In the Bush manual, he has excerpted and printed 19 pages of the "Medical Expert Handbook." He has the front cover there, and on it is the SSA, OHA, Office of the Chief Administrative Law Judge, Medical Expert Handbook, Second Edition April 1992.
Dave: I've done some research on filing a FOI request but have never done one. I've reviewed the SSA's policy and find myself wondering how its information can be so protected when the ACLU can get presidential emails.
SSA’s Intranet comes equipped with its own Google-powered search engine. So it’s possible to search not just PolicyNet, but every damn thing that’s anywhere on the Intranet. The typical set of hits for something that’s in print is moderately large. For example, “blue book” gets 443 hits.
“Medical expert handbook” gets two hits. One is to a 1993 position description. The other is to a recent position description that appears to come supplied with heirloom language.
I don’t say that there’s no such thing these days as a “Medical Expert Handbook.” I do say that I’ve done a ****load of intranet searching in my time, often with considerable success—and I can’t find one. So I suggest to you that the handbook itself is some sort of heirloom that's no longer in use.

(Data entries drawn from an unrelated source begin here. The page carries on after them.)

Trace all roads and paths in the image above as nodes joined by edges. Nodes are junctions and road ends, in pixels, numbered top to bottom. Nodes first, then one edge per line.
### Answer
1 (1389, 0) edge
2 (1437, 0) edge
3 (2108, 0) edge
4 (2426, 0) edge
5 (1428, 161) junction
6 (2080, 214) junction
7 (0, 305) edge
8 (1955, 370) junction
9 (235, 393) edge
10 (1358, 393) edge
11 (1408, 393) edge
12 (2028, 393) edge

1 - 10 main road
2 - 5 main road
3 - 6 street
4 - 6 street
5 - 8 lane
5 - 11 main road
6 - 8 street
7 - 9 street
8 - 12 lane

It’s likely that either the ODAR library or the main library in Baltimore has a copy. But will it help you to find a historical document? I’m still thinking that the Blue Book is the current thing for MEs. _________________ I've posted this in my private capacity. What I post might be wrong. Probably, it IS wrong. Any errors are my own. Please don't infer any SSA approval for what I post.
What is the name of the document that this was appended too? I have my local ODAR office looking for the Medical Expert Handbook. They will never find it if it is just an appendix!